§ **What you should do**
Give back, word for word, only the lines from the opening of the records through the one with "thumb ip: (464, 106)". Pictures stay out.

§ **Data provided**
------------------------------------

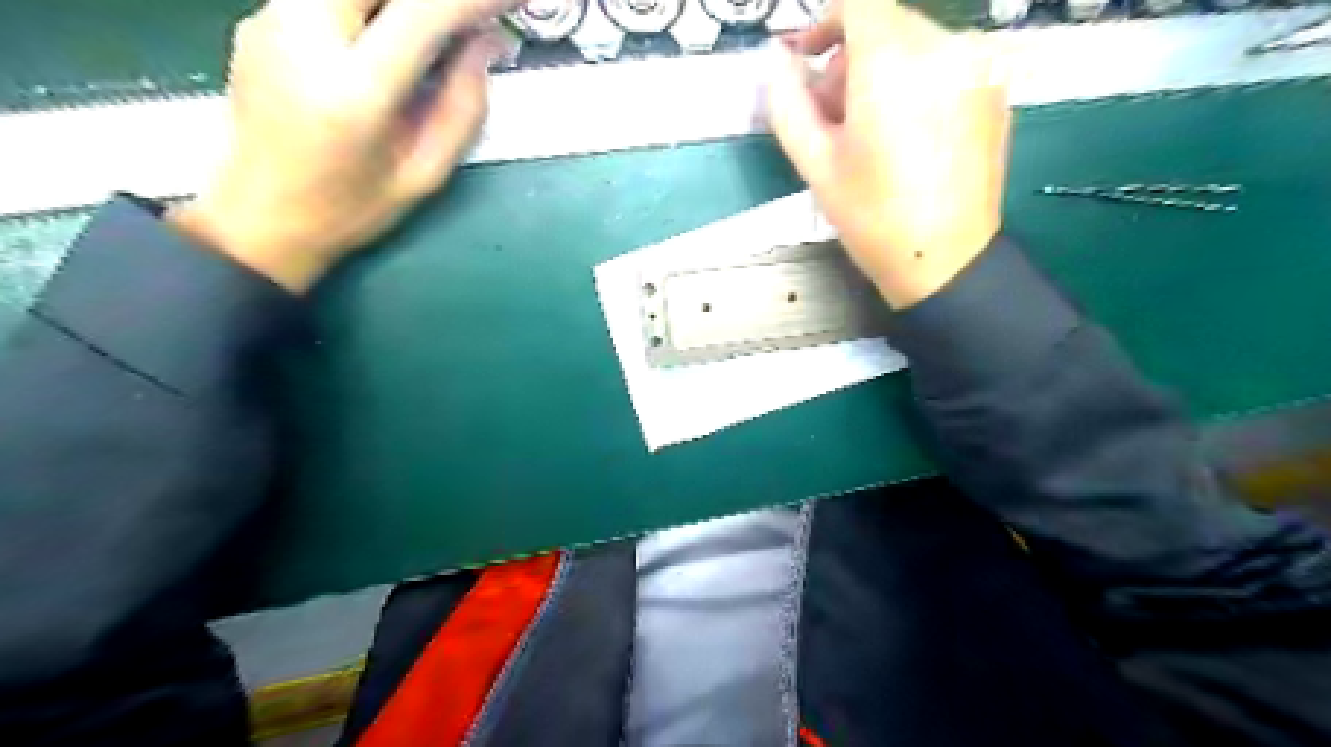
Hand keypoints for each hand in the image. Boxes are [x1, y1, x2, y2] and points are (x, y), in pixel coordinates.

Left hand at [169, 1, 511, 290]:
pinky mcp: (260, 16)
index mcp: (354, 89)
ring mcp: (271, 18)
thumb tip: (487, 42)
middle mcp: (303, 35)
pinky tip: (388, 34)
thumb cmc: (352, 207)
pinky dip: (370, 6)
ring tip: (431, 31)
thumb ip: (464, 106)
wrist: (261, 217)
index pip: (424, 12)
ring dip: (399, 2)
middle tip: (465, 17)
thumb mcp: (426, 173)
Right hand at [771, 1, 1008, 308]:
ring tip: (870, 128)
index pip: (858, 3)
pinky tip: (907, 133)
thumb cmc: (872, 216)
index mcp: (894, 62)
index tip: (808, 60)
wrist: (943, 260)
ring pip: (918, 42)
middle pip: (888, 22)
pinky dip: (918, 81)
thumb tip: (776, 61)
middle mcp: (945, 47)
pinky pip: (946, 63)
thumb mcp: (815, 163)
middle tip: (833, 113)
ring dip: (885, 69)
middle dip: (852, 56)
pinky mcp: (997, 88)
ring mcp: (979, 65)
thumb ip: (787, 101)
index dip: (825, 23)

------------------------------------

§ **Result**
Hand keypoints for each hand in the image. Boxes are [x1, y1, x2, y2] and points are (x, y), in pixel coordinates.

Left hand at [169, 1, 511, 290]:
pinky mcp: (260, 16)
index mcp: (354, 89)
ring mcp: (271, 18)
thumb tip: (487, 42)
middle mcp: (303, 35)
pinky tip: (388, 34)
thumb cmc: (352, 207)
pinky dip: (370, 6)
ring tip: (431, 31)
thumb ip: (464, 106)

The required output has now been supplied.